And there he stands . . . making toast.
And I’m still a virgin. Mostly. Sort of.
“Hey,” I say, and he turns.
“Hey,” he says with a grin.
“I fell asleep,” I say.
“You did,” he says. “You snore charmingly.” And he seems perfectly content.
“I don’t snore!”
“No, you don’t. You barely moved all night, and you didn’t make a sound. But you were charming.”
I say, “I’m sorry we missed out on home base.”
He looks at me, surprised. “Did we miss it? Was that my only chance? If I had known that, I’d have woken you up, charming snore be damned.”
I smile and look at the floor. “I just mean, I’m sorry I have to wait all day while you go to work. Unless”—I rub at a spot on the floor with my toe—“you wanna be late?”
“No, siren, back to your shoals,” he says, and his toast dings. “What will you do today?”
“Clean our apartment, probably. My parents will be here Thursday, and our place is enough of a shithole without a semester’s worth of scuzz all over it.”

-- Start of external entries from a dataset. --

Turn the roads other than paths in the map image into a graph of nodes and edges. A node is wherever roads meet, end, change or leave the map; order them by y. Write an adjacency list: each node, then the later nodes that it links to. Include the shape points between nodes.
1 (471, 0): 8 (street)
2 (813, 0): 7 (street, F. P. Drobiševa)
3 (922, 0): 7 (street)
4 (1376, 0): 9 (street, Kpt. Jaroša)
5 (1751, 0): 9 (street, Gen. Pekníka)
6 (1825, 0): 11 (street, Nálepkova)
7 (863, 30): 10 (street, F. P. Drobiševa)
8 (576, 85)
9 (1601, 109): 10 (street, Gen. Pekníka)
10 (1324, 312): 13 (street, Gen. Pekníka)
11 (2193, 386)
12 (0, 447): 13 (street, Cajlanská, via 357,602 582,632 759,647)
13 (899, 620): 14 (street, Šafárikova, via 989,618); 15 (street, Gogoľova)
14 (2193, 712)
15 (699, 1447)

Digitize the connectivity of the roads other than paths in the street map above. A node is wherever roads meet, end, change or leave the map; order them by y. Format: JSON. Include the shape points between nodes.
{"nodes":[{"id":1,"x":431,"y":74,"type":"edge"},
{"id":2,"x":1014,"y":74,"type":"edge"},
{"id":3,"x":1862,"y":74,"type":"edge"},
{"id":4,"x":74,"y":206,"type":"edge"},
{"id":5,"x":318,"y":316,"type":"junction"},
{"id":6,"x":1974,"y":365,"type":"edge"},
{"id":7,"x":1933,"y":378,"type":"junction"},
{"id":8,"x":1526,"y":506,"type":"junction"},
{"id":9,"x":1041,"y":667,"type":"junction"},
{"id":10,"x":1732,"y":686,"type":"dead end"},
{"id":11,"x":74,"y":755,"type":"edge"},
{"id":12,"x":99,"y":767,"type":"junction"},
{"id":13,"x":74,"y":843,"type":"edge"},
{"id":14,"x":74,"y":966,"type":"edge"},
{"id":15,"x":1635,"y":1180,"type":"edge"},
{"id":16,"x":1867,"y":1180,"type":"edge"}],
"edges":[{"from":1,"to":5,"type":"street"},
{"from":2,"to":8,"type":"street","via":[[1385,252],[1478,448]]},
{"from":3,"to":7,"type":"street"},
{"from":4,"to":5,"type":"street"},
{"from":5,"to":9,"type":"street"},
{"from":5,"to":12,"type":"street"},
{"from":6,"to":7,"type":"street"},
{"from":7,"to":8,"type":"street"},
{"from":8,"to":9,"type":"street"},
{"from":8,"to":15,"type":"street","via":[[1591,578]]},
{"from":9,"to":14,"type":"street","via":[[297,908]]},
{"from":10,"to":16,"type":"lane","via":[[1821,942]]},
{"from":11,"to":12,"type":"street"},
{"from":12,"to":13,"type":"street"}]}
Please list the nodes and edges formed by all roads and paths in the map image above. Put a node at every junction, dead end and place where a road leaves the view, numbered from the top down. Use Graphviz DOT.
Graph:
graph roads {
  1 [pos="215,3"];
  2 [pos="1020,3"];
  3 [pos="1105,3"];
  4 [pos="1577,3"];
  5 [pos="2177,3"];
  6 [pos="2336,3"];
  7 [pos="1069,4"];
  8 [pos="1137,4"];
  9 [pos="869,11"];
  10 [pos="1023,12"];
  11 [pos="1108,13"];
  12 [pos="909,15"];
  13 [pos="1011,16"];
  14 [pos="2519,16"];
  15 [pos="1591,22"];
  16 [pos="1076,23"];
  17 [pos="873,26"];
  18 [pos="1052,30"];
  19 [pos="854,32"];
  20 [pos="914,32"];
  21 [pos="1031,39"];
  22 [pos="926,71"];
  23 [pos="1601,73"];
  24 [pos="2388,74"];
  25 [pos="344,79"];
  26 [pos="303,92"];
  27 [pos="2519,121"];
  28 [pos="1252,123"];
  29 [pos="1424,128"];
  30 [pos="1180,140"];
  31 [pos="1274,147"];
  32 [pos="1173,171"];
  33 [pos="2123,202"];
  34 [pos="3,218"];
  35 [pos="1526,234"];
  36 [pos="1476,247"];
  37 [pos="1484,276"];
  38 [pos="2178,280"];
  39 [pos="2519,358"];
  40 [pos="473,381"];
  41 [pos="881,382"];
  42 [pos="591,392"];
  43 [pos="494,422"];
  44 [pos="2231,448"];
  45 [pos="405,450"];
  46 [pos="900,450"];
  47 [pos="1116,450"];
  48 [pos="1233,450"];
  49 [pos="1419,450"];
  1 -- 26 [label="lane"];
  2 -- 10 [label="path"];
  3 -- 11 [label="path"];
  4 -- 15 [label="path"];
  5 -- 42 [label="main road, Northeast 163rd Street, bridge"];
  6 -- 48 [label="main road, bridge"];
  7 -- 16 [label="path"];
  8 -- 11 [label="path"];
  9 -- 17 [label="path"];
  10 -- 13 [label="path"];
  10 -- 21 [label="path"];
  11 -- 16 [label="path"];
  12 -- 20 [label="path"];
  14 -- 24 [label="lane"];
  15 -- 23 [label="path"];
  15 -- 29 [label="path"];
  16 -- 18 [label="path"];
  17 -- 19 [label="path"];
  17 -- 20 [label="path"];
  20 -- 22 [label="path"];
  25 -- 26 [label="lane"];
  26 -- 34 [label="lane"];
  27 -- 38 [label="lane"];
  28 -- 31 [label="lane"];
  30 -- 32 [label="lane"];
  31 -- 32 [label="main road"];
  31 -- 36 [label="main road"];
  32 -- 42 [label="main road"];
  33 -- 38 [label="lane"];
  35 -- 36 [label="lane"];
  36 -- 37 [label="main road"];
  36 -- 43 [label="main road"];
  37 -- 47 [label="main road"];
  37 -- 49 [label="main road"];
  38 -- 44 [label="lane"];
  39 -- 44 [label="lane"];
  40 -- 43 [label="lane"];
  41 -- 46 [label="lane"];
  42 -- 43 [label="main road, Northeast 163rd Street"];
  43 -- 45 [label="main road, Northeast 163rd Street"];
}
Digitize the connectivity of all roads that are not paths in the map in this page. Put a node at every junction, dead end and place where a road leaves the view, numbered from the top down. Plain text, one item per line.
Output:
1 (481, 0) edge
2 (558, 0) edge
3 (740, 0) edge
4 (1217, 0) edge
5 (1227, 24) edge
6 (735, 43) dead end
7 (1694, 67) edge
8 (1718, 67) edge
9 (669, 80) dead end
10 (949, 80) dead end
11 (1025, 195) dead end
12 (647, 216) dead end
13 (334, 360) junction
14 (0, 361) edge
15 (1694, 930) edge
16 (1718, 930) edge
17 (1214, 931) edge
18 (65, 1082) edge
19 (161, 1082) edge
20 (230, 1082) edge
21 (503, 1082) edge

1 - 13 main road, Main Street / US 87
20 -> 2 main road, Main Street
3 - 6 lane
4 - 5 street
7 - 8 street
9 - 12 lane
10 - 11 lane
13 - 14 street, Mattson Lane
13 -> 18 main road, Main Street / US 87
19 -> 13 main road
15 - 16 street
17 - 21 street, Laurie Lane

“You know just what to say to turn a man on, young Coffey. Your parents and scuzz in the same compound sentence. How are you getting home?” He sucks marmalade off his thumb.
“I rode my bike here,” I say.
“Right. How about I text you around noon, and we can make a plan for tonight?”
“What’s to plan?” I say. “I come over, you fuck me. Finally.”
“I thought you might like to do something . . . I don’t know, special, I suppose? It’s not nothing, letting someone put their body inside your body.”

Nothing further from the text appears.